Apr 21, 2016, 2:21:54 PM4/21/16

to Qiime 1 Forum

Ahbi, that isn't the error that usually comes up for RAM issues, but you still might increase the memory allocation with the --rdp_max_memory parameter.

I've noticed in some cases with the UNITE database (and other custom databases) there are non-ASCII characters, and occasionally * characters in the taxonomy file which interfere with the RDP classifier. Can you try running the custom script, linked here (https://gist.github.com/walterst/0a4d36dbb20c54eeb952) to create a cleaned version of the taxonomy mapping file, and use that file as the -t input for assign_taxonomy.py?

Abhi genobio

unread,

May 10, 2016, 7:09:51 AM5/10/16

to Qiime 1 Forum

Hi Colins,

As per your suggestion, I executed

Chimera check before OTU picking:

vsearch --derep_fulllength --sizeout (Dereplication step)

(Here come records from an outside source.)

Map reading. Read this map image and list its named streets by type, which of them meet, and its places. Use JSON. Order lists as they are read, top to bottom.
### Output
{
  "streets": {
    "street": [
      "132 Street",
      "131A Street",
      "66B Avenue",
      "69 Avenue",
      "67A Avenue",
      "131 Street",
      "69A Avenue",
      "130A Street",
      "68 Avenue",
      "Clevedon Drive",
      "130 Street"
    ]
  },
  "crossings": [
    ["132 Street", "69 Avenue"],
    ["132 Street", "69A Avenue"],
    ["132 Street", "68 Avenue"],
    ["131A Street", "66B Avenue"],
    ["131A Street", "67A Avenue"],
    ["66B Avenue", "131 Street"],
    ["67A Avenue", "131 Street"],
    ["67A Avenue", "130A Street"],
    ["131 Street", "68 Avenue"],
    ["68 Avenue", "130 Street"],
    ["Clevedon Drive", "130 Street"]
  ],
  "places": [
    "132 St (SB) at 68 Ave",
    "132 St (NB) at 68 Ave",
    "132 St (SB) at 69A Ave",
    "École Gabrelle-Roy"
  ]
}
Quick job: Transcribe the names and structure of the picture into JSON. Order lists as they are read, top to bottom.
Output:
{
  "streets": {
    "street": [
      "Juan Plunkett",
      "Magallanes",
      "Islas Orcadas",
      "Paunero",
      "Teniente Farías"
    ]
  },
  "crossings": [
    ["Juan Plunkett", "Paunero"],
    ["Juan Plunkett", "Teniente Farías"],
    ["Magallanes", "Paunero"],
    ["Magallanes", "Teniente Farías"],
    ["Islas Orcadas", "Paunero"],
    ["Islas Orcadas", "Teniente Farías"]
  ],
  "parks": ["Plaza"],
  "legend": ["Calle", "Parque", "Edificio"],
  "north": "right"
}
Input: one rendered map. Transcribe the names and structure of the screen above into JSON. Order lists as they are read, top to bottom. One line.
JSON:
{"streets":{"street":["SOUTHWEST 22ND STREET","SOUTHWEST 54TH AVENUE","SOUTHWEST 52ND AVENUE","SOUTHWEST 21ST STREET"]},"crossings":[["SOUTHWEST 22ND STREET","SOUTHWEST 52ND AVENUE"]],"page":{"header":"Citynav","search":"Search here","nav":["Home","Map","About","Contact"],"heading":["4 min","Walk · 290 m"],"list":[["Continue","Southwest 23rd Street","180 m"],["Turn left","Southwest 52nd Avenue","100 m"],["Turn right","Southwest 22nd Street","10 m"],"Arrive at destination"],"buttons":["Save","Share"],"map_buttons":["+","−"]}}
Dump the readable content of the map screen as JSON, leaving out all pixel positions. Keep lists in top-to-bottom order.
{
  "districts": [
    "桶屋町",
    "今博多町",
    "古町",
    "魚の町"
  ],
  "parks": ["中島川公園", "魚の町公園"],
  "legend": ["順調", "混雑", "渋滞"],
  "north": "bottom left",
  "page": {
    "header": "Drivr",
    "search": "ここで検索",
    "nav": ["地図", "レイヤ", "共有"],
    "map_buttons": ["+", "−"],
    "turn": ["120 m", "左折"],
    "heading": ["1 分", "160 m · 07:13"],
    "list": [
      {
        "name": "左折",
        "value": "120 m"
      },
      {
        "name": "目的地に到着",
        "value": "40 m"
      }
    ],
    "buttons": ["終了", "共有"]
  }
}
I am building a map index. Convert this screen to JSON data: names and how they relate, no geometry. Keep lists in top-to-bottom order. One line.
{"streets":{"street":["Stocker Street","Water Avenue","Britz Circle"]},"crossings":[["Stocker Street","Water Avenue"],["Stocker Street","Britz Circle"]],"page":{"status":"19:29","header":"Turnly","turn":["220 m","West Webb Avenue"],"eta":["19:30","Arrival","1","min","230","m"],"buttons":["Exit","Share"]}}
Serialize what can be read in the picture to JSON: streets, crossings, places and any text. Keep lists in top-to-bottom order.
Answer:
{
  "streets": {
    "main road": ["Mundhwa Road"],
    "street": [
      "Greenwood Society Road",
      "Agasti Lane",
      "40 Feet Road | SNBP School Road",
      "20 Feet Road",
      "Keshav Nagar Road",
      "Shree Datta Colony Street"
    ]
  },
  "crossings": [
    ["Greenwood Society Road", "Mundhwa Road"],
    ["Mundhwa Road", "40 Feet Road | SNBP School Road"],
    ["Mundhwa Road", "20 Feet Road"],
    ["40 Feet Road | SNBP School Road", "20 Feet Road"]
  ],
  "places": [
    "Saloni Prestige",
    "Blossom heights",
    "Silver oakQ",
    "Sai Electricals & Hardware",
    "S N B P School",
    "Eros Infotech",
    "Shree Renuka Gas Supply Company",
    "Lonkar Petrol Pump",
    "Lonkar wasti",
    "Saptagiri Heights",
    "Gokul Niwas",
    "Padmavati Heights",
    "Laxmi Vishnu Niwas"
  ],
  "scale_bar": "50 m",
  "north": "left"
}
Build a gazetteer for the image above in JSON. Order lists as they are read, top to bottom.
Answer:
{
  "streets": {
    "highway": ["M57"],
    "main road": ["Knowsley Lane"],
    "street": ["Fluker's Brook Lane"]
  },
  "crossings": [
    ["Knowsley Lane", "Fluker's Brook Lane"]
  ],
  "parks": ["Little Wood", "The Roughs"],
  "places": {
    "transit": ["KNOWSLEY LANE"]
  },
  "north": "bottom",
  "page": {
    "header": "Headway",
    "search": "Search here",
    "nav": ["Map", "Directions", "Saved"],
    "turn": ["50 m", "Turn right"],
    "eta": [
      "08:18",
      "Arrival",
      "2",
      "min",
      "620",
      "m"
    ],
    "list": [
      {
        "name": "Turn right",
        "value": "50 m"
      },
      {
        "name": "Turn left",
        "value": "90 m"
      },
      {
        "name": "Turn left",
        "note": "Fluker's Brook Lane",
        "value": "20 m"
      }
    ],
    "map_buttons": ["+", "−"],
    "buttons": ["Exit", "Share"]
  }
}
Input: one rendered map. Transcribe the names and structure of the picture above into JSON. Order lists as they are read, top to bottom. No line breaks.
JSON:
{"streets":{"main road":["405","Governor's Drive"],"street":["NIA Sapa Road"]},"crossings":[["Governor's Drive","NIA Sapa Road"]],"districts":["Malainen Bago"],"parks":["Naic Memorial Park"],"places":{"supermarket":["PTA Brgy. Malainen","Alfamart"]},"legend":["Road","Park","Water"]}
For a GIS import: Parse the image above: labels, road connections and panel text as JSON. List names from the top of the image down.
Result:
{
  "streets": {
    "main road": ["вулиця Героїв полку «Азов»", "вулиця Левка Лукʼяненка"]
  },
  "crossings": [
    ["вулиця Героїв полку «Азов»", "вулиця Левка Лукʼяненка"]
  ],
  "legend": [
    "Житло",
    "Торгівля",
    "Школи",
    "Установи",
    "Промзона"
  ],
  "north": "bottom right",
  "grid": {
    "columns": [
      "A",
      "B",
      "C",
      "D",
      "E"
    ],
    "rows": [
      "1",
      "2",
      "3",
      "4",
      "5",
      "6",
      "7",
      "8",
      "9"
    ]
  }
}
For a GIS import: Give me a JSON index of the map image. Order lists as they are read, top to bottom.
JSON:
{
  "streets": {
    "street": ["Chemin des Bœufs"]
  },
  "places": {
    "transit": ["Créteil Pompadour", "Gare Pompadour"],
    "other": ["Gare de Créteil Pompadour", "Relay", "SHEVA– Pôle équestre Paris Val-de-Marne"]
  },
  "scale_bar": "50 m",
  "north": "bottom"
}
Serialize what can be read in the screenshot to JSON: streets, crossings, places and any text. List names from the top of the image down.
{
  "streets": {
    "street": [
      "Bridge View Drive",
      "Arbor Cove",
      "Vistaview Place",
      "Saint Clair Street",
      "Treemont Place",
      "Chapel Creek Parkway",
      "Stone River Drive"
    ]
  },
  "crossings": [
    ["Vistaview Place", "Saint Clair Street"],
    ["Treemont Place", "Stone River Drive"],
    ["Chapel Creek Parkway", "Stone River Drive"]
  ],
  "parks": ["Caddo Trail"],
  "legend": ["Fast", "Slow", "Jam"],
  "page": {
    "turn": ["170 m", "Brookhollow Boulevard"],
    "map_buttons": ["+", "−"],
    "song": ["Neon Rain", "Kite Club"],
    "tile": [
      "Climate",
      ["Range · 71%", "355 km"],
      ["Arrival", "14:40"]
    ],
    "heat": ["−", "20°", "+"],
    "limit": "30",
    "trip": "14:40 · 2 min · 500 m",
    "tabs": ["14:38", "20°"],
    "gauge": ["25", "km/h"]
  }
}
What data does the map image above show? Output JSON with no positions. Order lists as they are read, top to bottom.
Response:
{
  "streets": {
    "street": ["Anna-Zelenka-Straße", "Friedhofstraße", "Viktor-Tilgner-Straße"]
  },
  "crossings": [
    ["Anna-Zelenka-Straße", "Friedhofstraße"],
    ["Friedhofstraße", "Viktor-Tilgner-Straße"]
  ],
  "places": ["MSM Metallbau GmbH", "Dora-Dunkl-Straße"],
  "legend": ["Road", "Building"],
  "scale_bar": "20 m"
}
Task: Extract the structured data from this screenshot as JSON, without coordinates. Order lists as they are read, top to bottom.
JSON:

vsearch --uchime_denovo --sizein --sizeout ( This step we get the non-chimera sequences: I think we need to pass --nonchimeras (Chimera check)

vsearch --cluster_size --sizein --xsize (clustering step, we have to pass centroid and -id option as well). For Ex let the output is a otu.fna file

1. Now should I use otu.fna file as an input for closed reference otu pick using qiime? or
2. The above steps is used to generate a de novo reference so that the combined_seqs.fna can be used for alignment against it as mentioned below?
vsearch -usearch_global combined_seq.fna -db otu_checked.fna -strand plus -id 0.97 -uc otu_table_mapping.uc

Please clarify?

You also mentioned about : Chimera check after OTU picking,
In such case which file should I use as an input? I executed closed ref otu picking and the resultant was a biom file.
How can I use biom file for analysis using vsearch to execute the scripts as mentioned below? or Is there are some other steps for otu picking which I missed?
Or I have to do otu pick using vsearch? If so, what script should I use? What will be my input and what is to be used a reference for vsearch?

Chimera check after OTU picking,

vsearch --derep_fulllength --sizeout (optional singleton removal)

vsearch --cluster_size --sizein --sizeout

vsearch --uchime_denovo --sizein --xsize

Please clarify my doubts.

Colin Brislawn

unread,

May 10, 2016, 12:29:14 PM5/10/16

to Qiime 1 Forum

Hello Abhi,

I'll respond in line.

On Tuesday, May 10, 2016 at 4:09:51 AM UTC-7, Abhi genobio wrote:

Hi Colins,

As per your suggestion, I executed

Chimera check before OTU picking:
vsearch --derep_fulllength --sizeout (Dereplication step)
vsearch --uchime_denovo --sizein --sizeout ( This step we get the non-chimera sequences: I think we need to pass --nonchimeras (Chimera check)
vsearch --cluster_size --sizein --xsize (clustering step, we have to pass centroid and -id option as well). For Ex let the output is a otu.fna file

Looks good to me!

1. Now should I use otu.fna file as an input for closed reference otu pick using qiime? or

2. The above steps is used to generate a de novo reference so that the combined_seqs.fna can be used for alignment against it as mentioned below?
vsearch -usearch_global combined_seq.fna -db otu_checked.fna -strand plus -id 0.97 -uc otu_table_mapping.uc

Number 2! The file otu.fna already holds your OTU centroids (you are done with OTU picking!).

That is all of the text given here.